_Your goal_. Nothing in the data should change when you return it, but leave the pictures out.

*** Opening Data to process ***

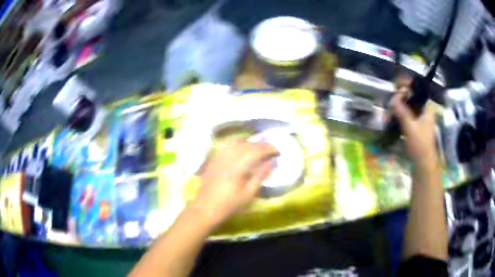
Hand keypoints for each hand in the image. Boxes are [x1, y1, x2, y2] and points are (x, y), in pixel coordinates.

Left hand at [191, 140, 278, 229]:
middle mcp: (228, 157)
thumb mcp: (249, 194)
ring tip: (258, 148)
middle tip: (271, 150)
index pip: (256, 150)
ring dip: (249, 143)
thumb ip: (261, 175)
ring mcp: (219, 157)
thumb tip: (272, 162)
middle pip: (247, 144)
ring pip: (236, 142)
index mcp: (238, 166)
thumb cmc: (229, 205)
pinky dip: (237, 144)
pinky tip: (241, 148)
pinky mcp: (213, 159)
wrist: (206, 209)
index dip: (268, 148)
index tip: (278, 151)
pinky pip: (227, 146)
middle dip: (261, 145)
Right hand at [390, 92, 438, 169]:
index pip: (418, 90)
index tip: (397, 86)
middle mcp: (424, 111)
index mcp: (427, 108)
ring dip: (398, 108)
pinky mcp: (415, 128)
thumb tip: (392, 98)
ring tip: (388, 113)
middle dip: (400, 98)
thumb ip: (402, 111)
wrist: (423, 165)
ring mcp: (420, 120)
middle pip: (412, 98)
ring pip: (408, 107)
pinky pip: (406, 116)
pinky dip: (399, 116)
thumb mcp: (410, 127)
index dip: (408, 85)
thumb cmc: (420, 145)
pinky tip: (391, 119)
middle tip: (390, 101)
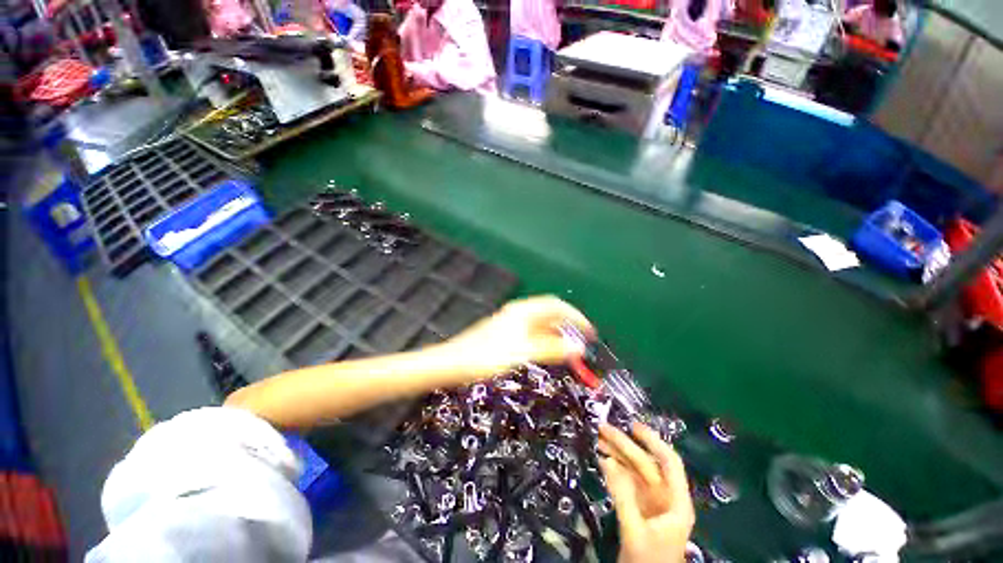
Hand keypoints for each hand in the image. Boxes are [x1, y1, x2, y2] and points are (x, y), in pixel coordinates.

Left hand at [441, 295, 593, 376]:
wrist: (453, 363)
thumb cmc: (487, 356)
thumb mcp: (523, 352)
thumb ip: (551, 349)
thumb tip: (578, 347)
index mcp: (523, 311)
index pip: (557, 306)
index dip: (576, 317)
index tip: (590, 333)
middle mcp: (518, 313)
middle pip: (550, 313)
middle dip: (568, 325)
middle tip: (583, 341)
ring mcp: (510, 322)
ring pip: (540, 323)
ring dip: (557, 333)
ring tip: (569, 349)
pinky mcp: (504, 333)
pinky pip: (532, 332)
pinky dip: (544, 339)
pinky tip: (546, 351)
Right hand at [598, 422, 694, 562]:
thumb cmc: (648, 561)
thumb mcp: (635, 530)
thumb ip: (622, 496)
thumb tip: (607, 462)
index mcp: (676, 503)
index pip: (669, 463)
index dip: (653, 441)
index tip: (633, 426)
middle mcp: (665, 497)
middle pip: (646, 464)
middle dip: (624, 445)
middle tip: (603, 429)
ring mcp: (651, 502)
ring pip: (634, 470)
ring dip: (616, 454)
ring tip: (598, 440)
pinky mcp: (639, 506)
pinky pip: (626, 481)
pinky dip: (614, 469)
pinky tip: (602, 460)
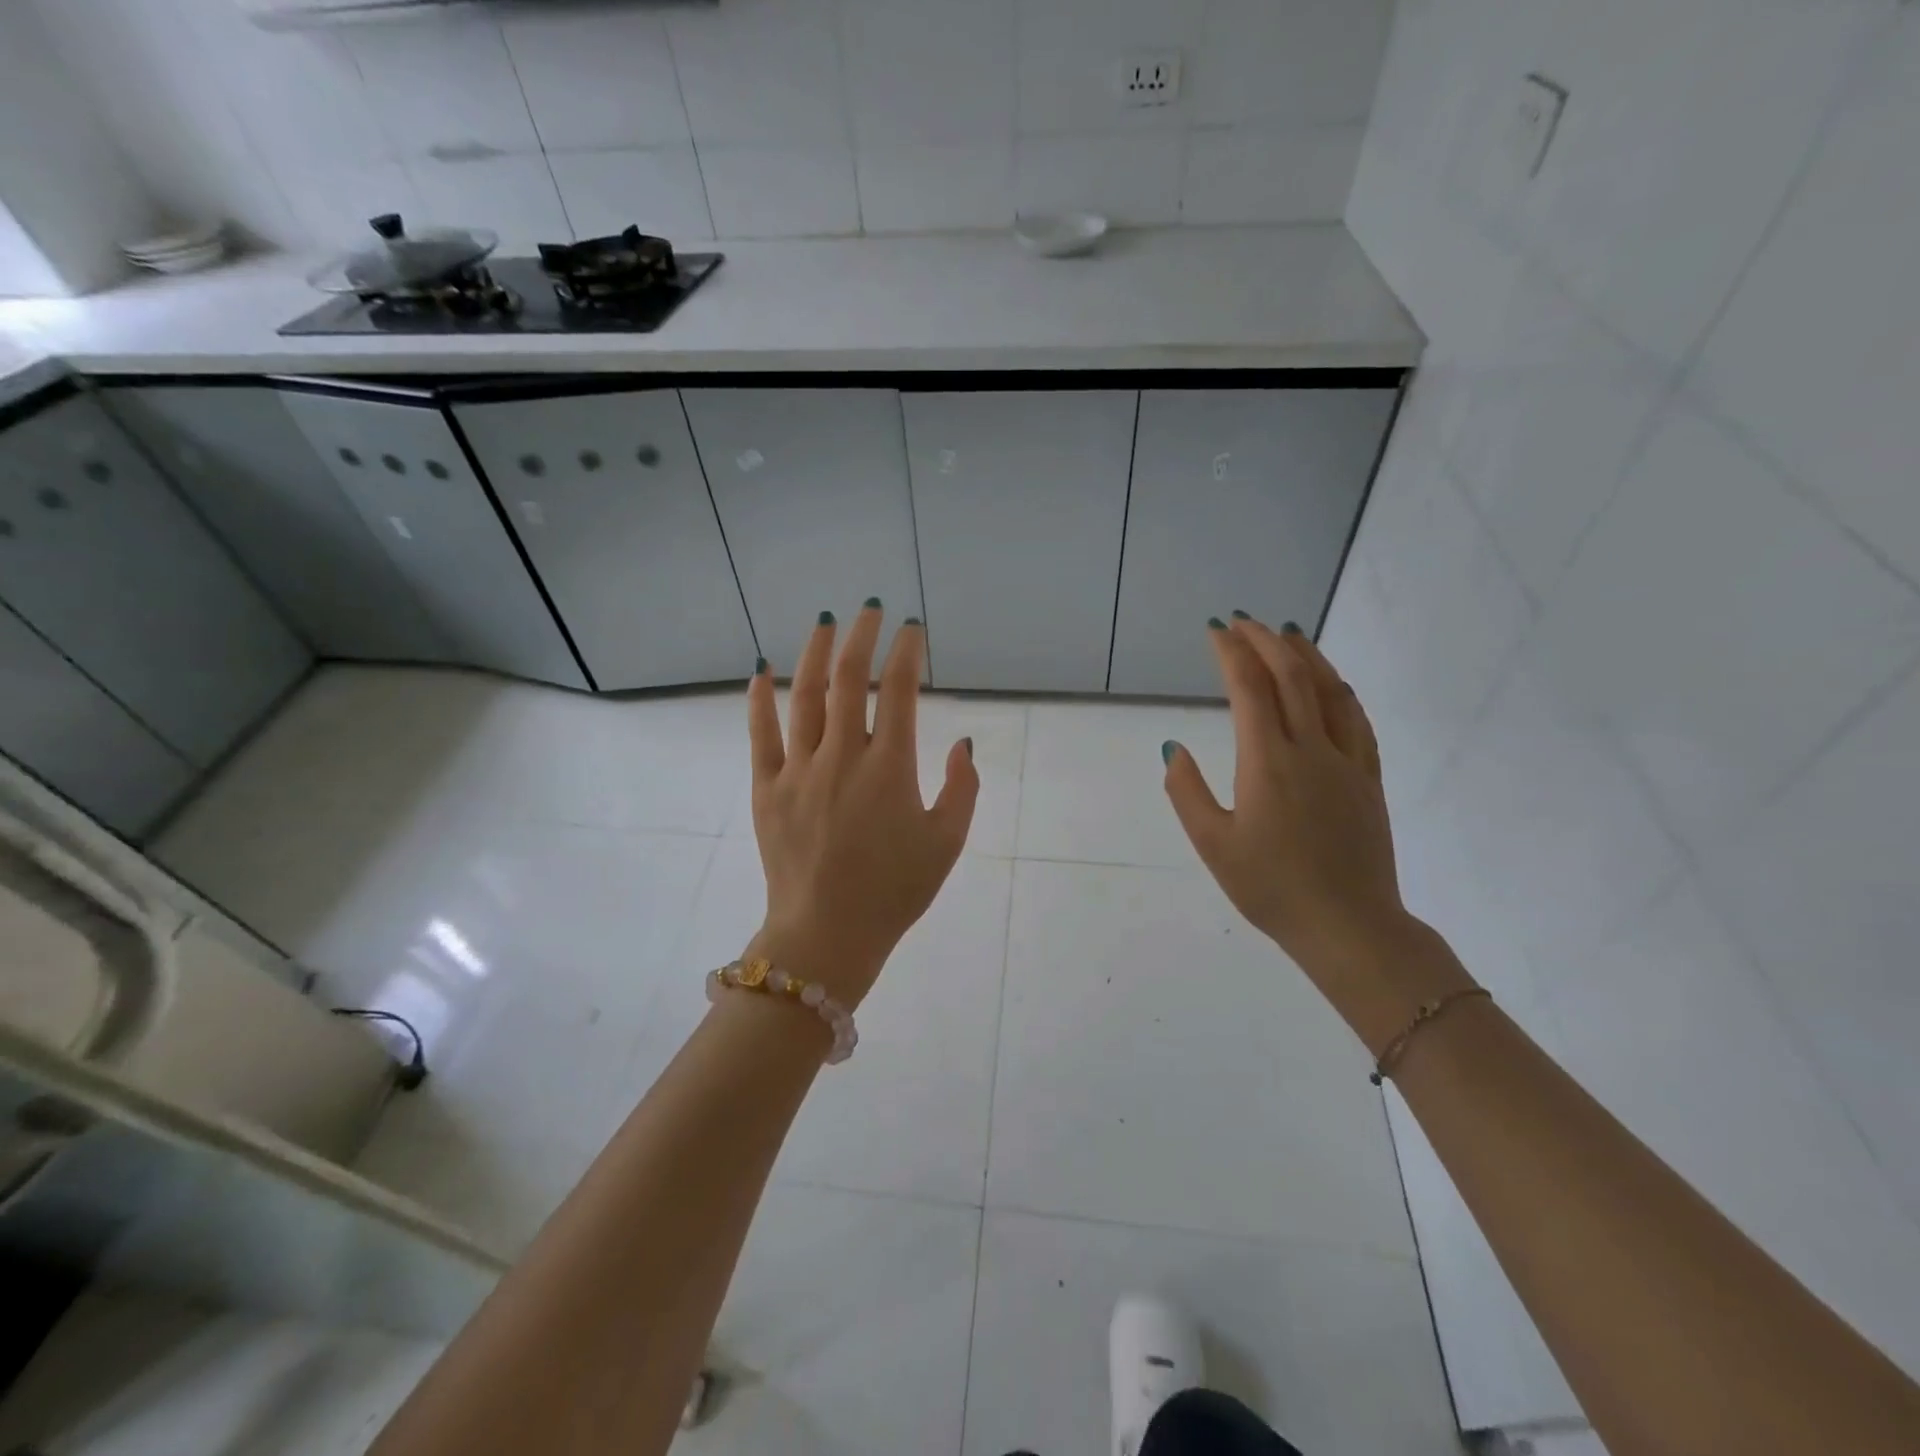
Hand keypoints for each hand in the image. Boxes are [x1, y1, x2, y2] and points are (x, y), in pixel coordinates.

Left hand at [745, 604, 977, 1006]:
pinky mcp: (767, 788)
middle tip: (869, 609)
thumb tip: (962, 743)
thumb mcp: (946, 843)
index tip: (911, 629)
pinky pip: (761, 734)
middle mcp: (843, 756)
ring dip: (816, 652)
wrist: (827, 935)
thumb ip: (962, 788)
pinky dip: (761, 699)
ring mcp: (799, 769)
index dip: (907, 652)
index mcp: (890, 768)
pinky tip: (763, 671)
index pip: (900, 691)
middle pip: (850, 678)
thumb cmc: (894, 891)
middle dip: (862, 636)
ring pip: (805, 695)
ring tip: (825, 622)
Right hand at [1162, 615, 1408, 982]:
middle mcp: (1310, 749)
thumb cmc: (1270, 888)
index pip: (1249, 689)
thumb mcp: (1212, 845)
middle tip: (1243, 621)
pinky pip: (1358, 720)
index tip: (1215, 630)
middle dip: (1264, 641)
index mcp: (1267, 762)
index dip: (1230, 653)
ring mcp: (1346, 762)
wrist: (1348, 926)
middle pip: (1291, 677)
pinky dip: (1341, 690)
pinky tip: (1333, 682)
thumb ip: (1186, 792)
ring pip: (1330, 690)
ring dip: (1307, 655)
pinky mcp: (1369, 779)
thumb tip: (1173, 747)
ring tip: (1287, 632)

*** Closing Data to process ***

_Output below_.
Hand keypoints for each hand in the image. Boxes are [x1, y1, x2, y2] and points are (x, y), in pixel coordinates.

Left hand at [191, 140, 278, 229]:
middle mcp: (228, 157)
thumb mcp: (249, 194)
ring tip: (258, 148)
middle tip: (271, 150)
index pip: (256, 150)
ring dip: (249, 143)
thumb ip: (261, 175)
ring mcp: (219, 157)
thumb tip: (272, 162)
middle pip: (247, 144)
ring pip: (236, 142)
index mcp: (238, 166)
thumb cmc: (229, 205)
pinky dip: (237, 144)
pinky tip: (241, 148)
pinky mcp: (213, 159)
wrist: (206, 209)
index dip: (268, 148)
index tip: (278, 151)
pinky pip: (227, 146)
middle dip: (261, 145)
Right hand at [390, 92, 438, 169]:
index pip: (418, 90)
index tip: (397, 86)
middle mcp: (424, 111)
index mcp: (427, 108)
ring dip: (398, 108)
pinky mcp: (415, 128)
thumb tip: (392, 98)
ring tip: (388, 113)
middle dip: (400, 98)
thumb ip: (402, 111)
wrist: (423, 165)
ring mcp: (420, 120)
middle pip: (412, 98)
ring pip: (408, 107)
pinky pip: (406, 116)
pinky dip: (399, 116)
thumb mcp: (410, 127)
index dip: (408, 85)
thumb cmc: (420, 145)
pinky tip: (391, 119)
middle tip: (390, 101)
Hand keypoints for each hand in the image. Boxes are [x1, y1, x2, y2] and points are (x, y), in pixel coordinates.

Left hand at [441, 295, 593, 376]:
wrist: (453, 363)
thumb cmc: (487, 356)
thumb mcp: (523, 352)
thumb ip: (551, 349)
thumb tip: (578, 347)
index mcp: (523, 311)
index pip: (557, 306)
index dip: (576, 317)
index tip: (590, 333)
middle mcp: (518, 313)
middle pip: (550, 313)
middle dip: (568, 325)
middle tip: (583, 341)
ring mcp: (510, 322)
ring pip: (540, 323)
ring dip: (557, 333)
ring tip: (569, 349)
pinky mcp: (504, 333)
pinky pip: (532, 332)
pinky dip: (544, 339)
pinky tip: (546, 351)
Right hand at [598, 422, 694, 562]:
thumb cmc: (648, 561)
thumb mcp: (635, 530)
thumb ip: (622, 496)
thumb tip: (607, 462)
index mcp: (676, 503)
index pip: (669, 463)
index dip: (653, 441)
index tip: (633, 426)
middle mcp: (665, 497)
middle pip: (646, 464)
middle dip: (624, 445)
middle tip: (603, 429)
ring mcp: (651, 502)
ring pip: (634, 470)
ring dip: (616, 454)
ring tip: (598, 440)
pinky mcp: (639, 506)
pinky pip: (626, 481)
pinky dip: (614, 469)
pinky tip: (602, 460)
Hand keypoints for each hand in the image. Boxes are [x1, y1, x2, y2] and points are (x, y), in pixel coordinates.

Left hand at [745, 604, 977, 1006]:
pinky mcp: (767, 788)
middle tip: (869, 609)
thumb tip: (962, 743)
thumb mcp: (946, 843)
index tip: (911, 629)
pinky pip: (761, 734)
middle mcp: (843, 756)
ring dip: (816, 652)
wrist: (827, 935)
thumb ip: (962, 788)
pinky dip: (761, 699)
ring mcp: (799, 769)
index dip: (907, 652)
index mcp: (890, 768)
pinky tip: (763, 671)
index pip: (900, 691)
middle pip: (850, 678)
thumb cmc: (894, 891)
middle dip: (862, 636)
ring pip: (805, 695)
ring tip: (825, 622)
Right hand at [1162, 615, 1408, 982]:
middle mcp: (1310, 749)
thumb cmc: (1270, 888)
index pip: (1249, 689)
thumb mcp: (1212, 845)
middle tip: (1243, 621)
pinky pip: (1358, 720)
index tip: (1215, 630)
middle dip: (1264, 641)
index mcp: (1267, 762)
index dip: (1230, 653)
ring mcp: (1346, 762)
wrist: (1348, 926)
middle pip: (1291, 677)
pinky dip: (1341, 690)
pinky tip: (1333, 682)
thumb ip: (1186, 792)
ring pip: (1330, 690)
ring dip: (1307, 655)
pinky mcp: (1369, 779)
thumb tip: (1173, 747)
ring tip: (1287, 632)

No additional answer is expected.